Заметив, что Нода притих, я оглянулся: оказывается, он незаметно перебрался на корму и там завел с лодочником разговор о рыбной ловле. Без Нода разговаривать стало легче.
– Мой предшественник… – под чье же влияние он попал?
– Назвать я тебе его не могу, будет задета репутация этого человека. К тому же точных доказательств нет; скажешь – и сам сядешь в лужу. Но, как бы там ни было, ты специально приехал сюда и если здесь потерпишь неудачу, то и для тебя будет плохо и нам нехорошо: зачем было тебя приглашать? Так что будь, пожалуйста, поосторожнее!
– Вы говорите: «Будь поосторожнее»! От этогоосторожности не прибавится. Лучше просто не делать ничего плохого.
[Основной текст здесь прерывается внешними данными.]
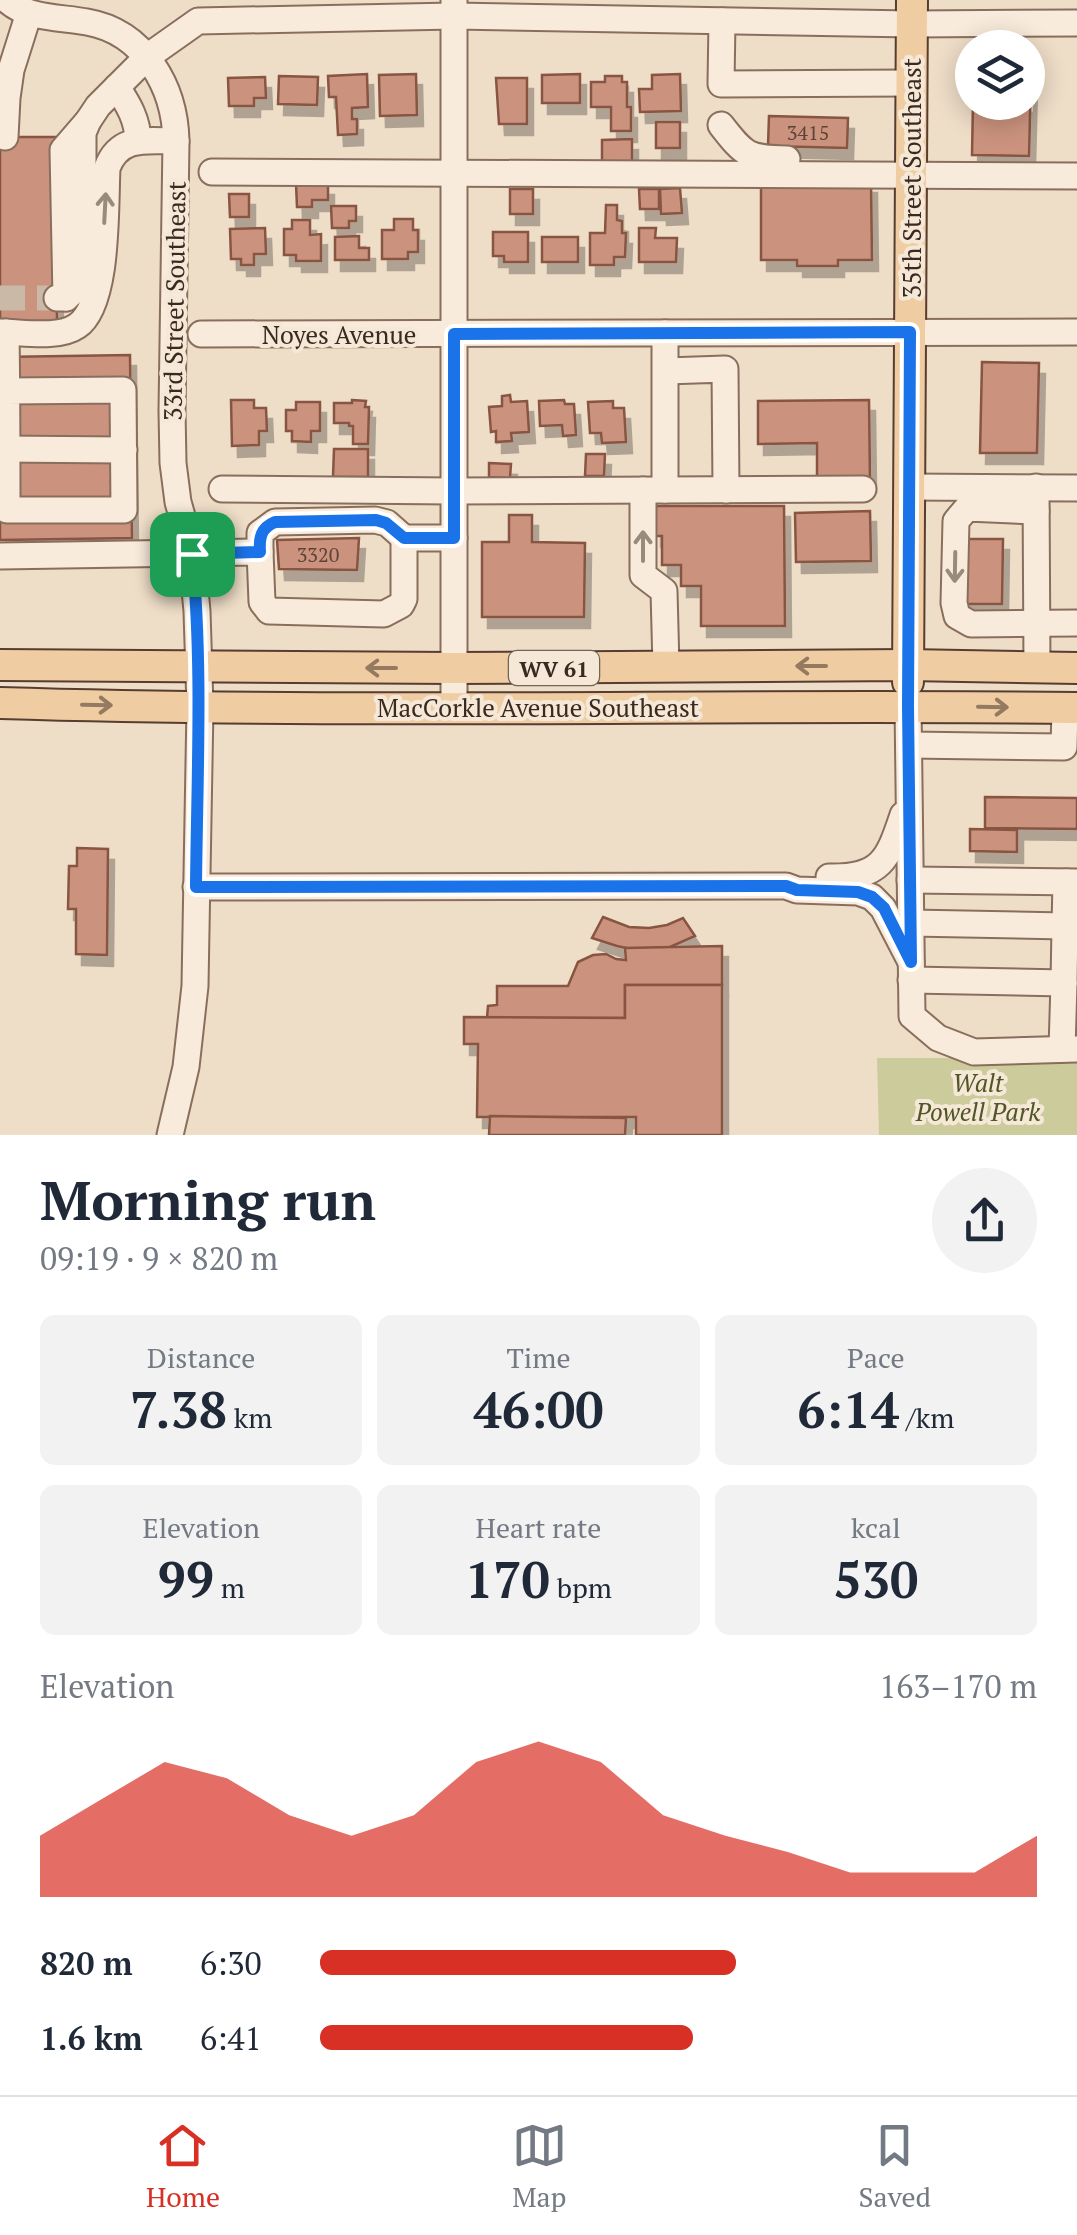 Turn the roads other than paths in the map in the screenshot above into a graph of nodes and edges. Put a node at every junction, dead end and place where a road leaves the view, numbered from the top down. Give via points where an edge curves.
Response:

«Красная рубашка» расхохотался. По-моему, я не сказал ничего такого, чтобы смеяться надо мной. До сих пор я был твердо уверен, что я прав. А посмотришь – оказывается, большая часть людей как раз поощряет плохие поступки. Повидимому, считают, что безгрешным путем не добьешься успеха в жизни. И когда случайно попадается им честный, чистый человек, то его называют «мальчуганом», «мальчишкой» и относятся к нему с пренебрежением. Так для чего же и в начальной школе и в средней школе преподаватели морали учат ребят: «Не лгите! Поступайте честно!»? Уж лучше бы тогда смело и открыто обучали искусству лгать или уменью не верить людям, сноровке надувать других, – от этого по крайней мере было бы больше пользы и для общества и для отдельных людей.
Вот и «Красная рубашка» расхохотался, – ясно, что потешался над моей простотой. Что будешь делать в такой среде, где простота и прямодушие вызывают смех! Киё в таких случаях никогда не смеялась. Она всегда восхищалась этим. Да, насколько Киё благороднее «Красной рубашки»…
– Конечно, лучше не делать ничего плохого, но если даже сам плохого не делаешь, а дурных поступков других не понимаешь, то все равно рано или поздно попадешь в беду. Видишь ли, есть ведь такие люди, они кажутся искренними и откровенными, они любезно устроят тебя на квартиру к хозяевам, но с ними нужно быть настороже… Что-то совсем холодно стало! Вот уже и осень. Смотри, из-за тумана берег кажется коричневатым. Какой красивый вид! Эй, Ёсикава! – повысив голос, окликнул он Нода. – Посмотри, как тебе нравится тот берег?
– В самом деле, удивительно красиво! Если будет время, обязательно напишу этюд, прямо жалко так оставить, – начал болтать Нода.
Когда в окне второго этажа гостиницы «Минатоя» зажегся огонек и в вечерней тишине прозвучал гудок поезда, наша лодка со скрипом врезалась в прибрежный песок и остановилась. Хозяйка гостиницы, стоя у воды, приветствовала «Красную рубашку»:
– С возвращением вас!
– Гоп! – воскликнул я и соскочил с лодки на берег.